La Montagne Silencieuse

Notes de l’auteur : Dans ce court chapitre, nos héros fuient devant l'Ecorché et sa horde maléfique.
Malgré la douleur, les épreuves et les combats, une présence et une chaleur réconfortante se font sentir.

Ils fuyaient.

Le vent hurlait derrière eux, chargé de cendres et de cris, comme si les ruines du château de Rauk expulsaient leurs derniers souffles de haine. Le ciel, d’un gris fendu, se refermait lentement, avalant les volutes de fumée, les plaintes des mourants, les souvenirs d’un combat qui n’était pas fini.

Ils avaient survécu. Mais à quel prix ?

Garric n’avait pas bougé depuis de longues heures. Allongé dans les bras d’un automate, ses yeux clos, sa peau pâle, il semblait déjà rendu à la terre. Aucun mot n’avait été prononcé. Aucun adieu. La marche était lourde et silencieuse. De ces silences qui suivent les cercueils. Tout était trop frais, trop impossible pour que le deuil soit réel.

Myra avançait péniblement, le visage couvert de boue séchée et de larmes salées. Elle ne pleurait plus. Elle marchait. Ses doigts effleuraient parfois ceux de Sylla, comme pour vérifier qu’elle était bien là. Qu’elle existait. Qu’elle n’était pas une illusion de douleur. Les deux sœurs, unies par un mystère ancestral, partageaient une même lumière intérieure. Faible, tremblante. Mais vivante.

Le Seigneur Loup, en tête, boitait légèrement. Il levait parfois la tête vers les cieux, et ses oreilles frémissaient à des sons inaudibles pour les autres. Lucinda. Elle était là, partout. Dans la neige qui tombait plus doucement que prévu. Dans les branches qui ne fouettaient pas leurs visages. Dans les racines qui semblaient s’écarter sous leurs pas. La forêt elle-même les portait encore, à travers Elle.

Et devant eux s’élevait la montagne.

Pas une montagne ordinaire. Non. Une cathédrale de pierre et de silence. Un trône d’hiver posé contre le ciel. Blanche, impassible, verticale, elle semblait née de la première aube, lorsque les dieux façonnaient encore les formes avec leurs poings et leurs chagrins.

C’était là qu’ils allaient.

Caldar, lui, n’avait pas prononcé une seule syllabe depuis que Garric était tombé. Son bras saignait, sa hanche aussi. Mais il marchait. Inébranlable.

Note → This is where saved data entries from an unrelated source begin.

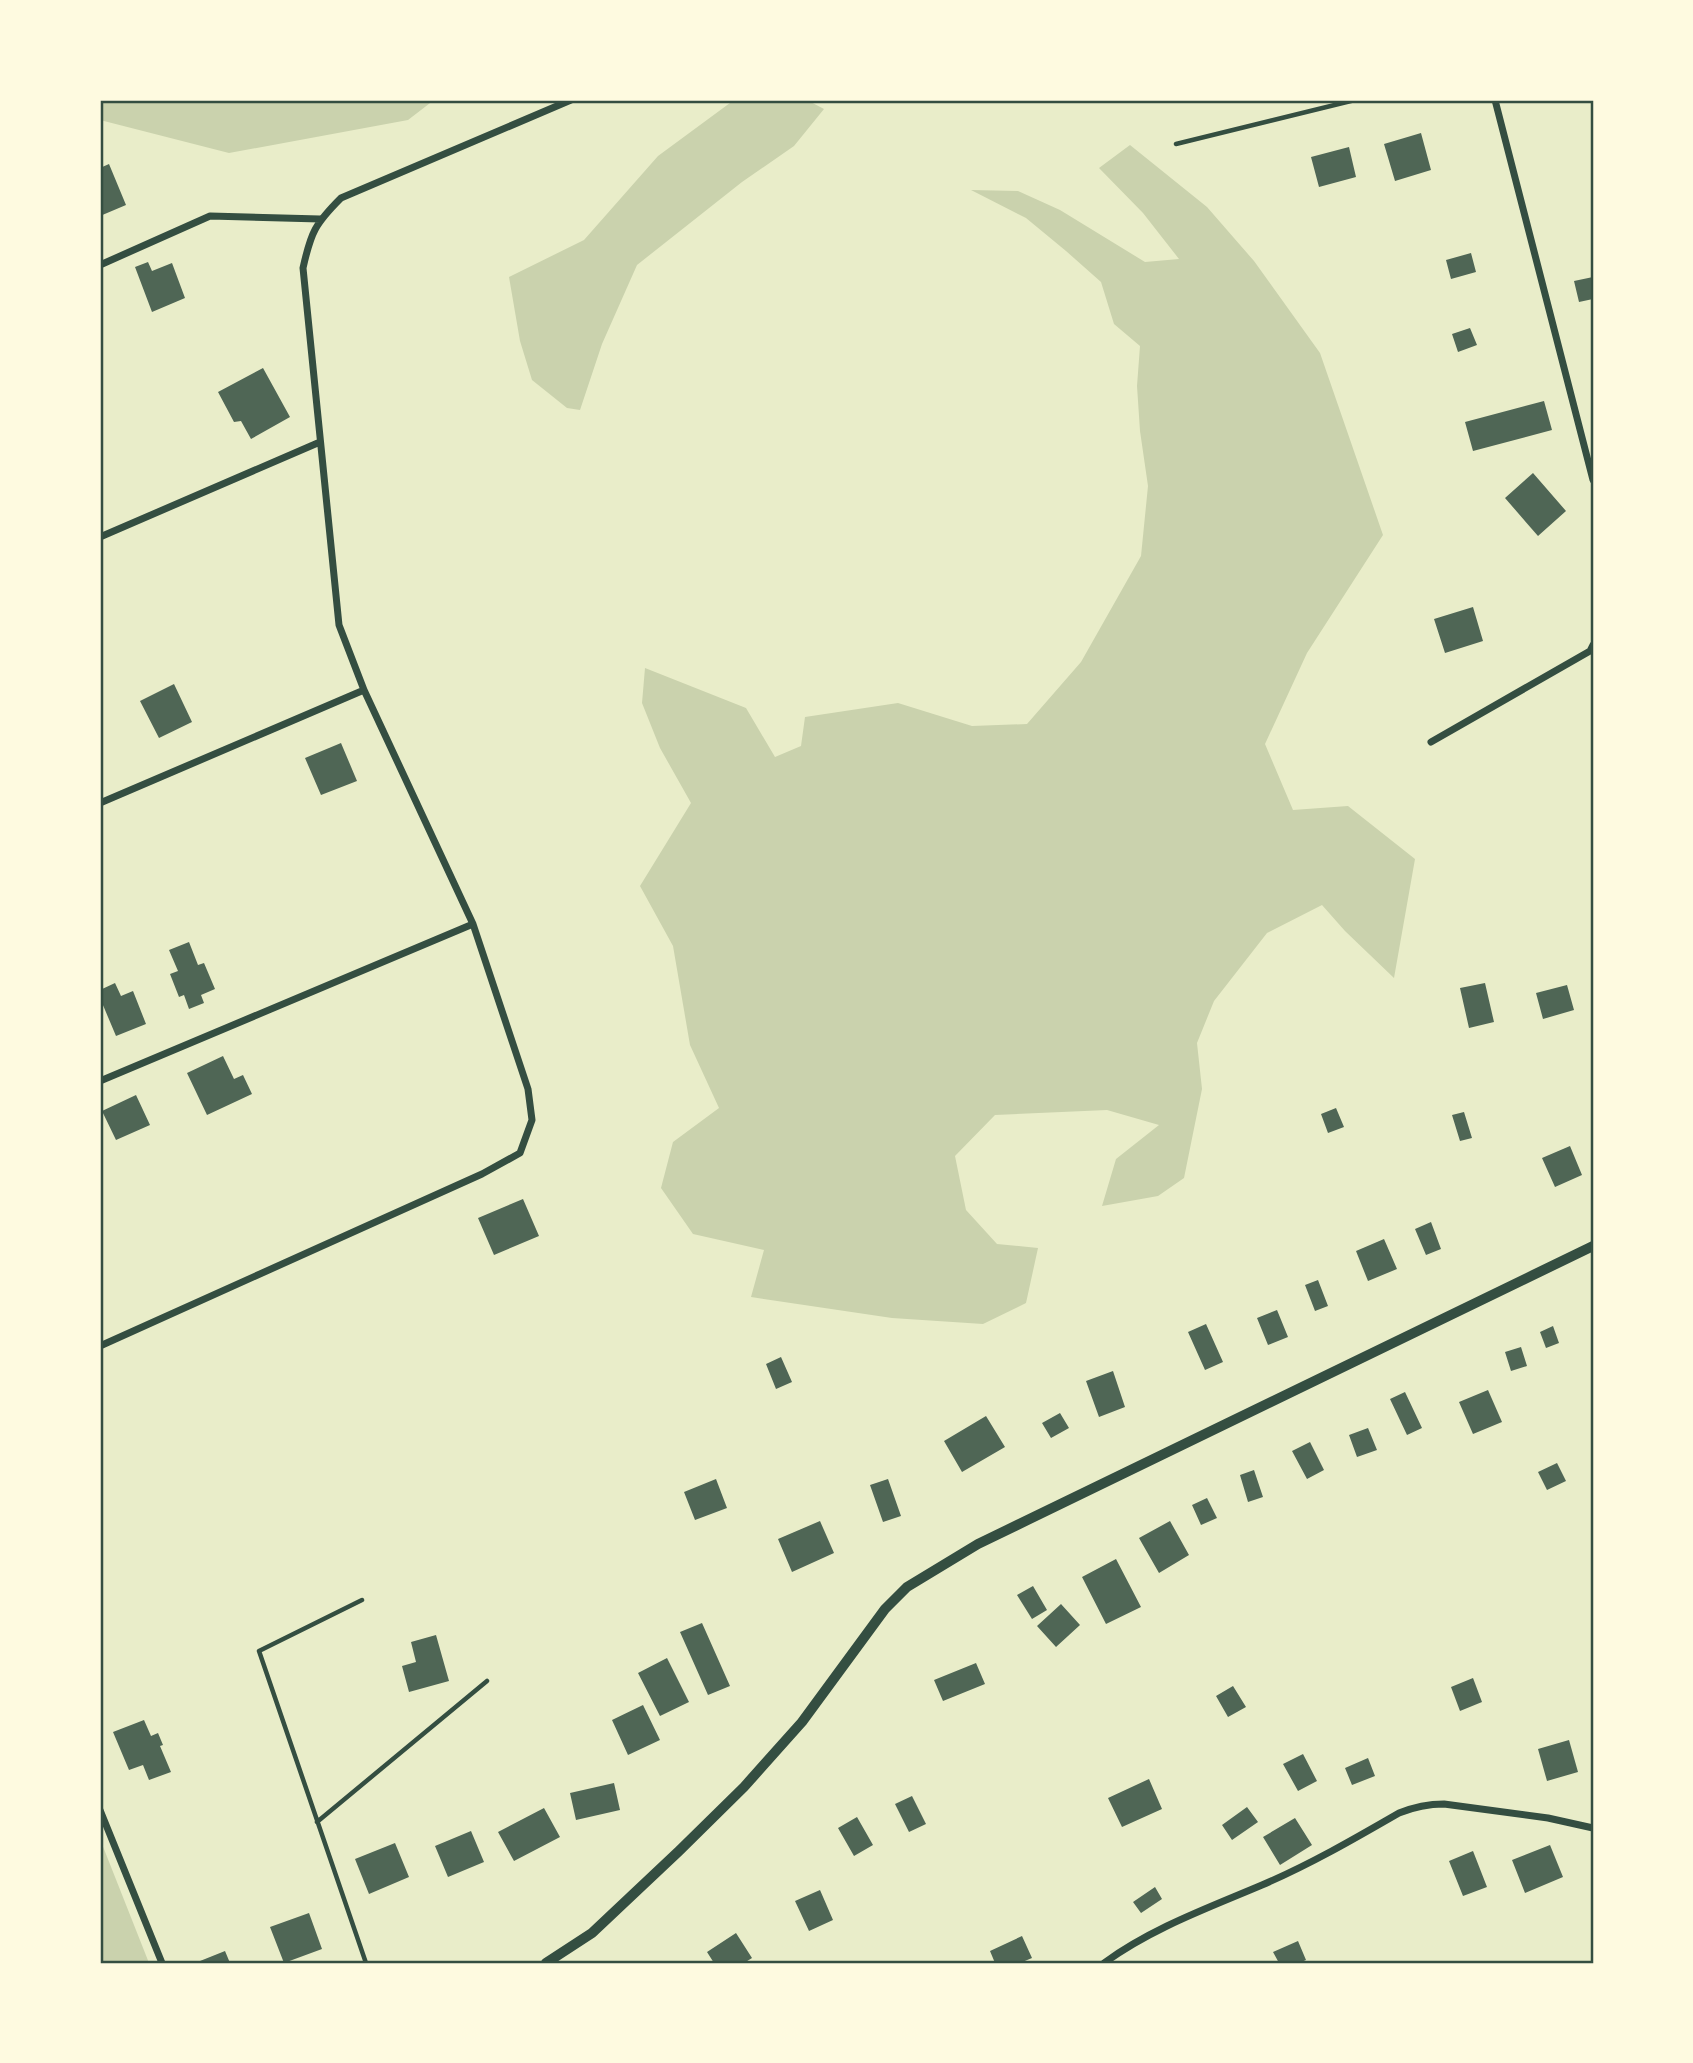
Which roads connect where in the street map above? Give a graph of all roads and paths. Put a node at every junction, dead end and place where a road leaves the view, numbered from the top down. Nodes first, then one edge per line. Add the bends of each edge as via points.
1 (571, 100) edge
2 (1355, 100) edge
3 (1495, 100) edge
4 (1177, 144) dead end
5 (320, 219) junction
6 (100, 265) edge
7 (320, 442) junction
8 (1593, 480) edge
9 (100, 537) edge
10 (1593, 645) edge
11 (364, 690) junction
12 (1431, 742) dead end
13 (100, 803) edge
14 (473, 924) junction
15 (100, 1081) edge
16 (1593, 1247) edge
17 (100, 1346) edge
18 (362, 1600) dead end
19 (487, 1681) dead end
20 (100, 1810) edge
21 (317, 1822) junction
22 (1593, 1828) edge
23 (162, 1963) edge
24 (366, 1963) edge
25 (546, 1963) edge
26 (1104, 1963) edge

1 - 5 street via 341,198
2 - 4 lane
3 - 8 street
5 - 6 street via 210,216
5 - 7 street via 309,240 303,268
7 - 9 street
7 - 11 street via 339,625
10 - 12 street via 1590,651
11 - 13 street
11 - 14 street
14 - 15 street
14 - 17 street via 528,1089 532,1120 520,1153
16 - 25 street via 978,1544 908,1587 884,1609 803,1722 744,1787 592,1933
18 - 21 lane via 259,1651
19 - 21 lane
20 - 23 street
21 - 24 lane
22 - 26 street via 1444,1804 1416,1807 1297,1869 1179,1920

Sa silhouette avançait comme un pan de muraille vivante, son épée géante — Rūwa — sur le dos, comme une promesse de mort pour quiconque oserait encore se dresser devant eux. Il avait vu trop de frères tomber, trop de batailles s’effondrer dans le néant. Il n’attendait plus rien pour lui-même. Il avançait pour Myra. Pour Sylla. Pour Garric et Le Seigneur Loup.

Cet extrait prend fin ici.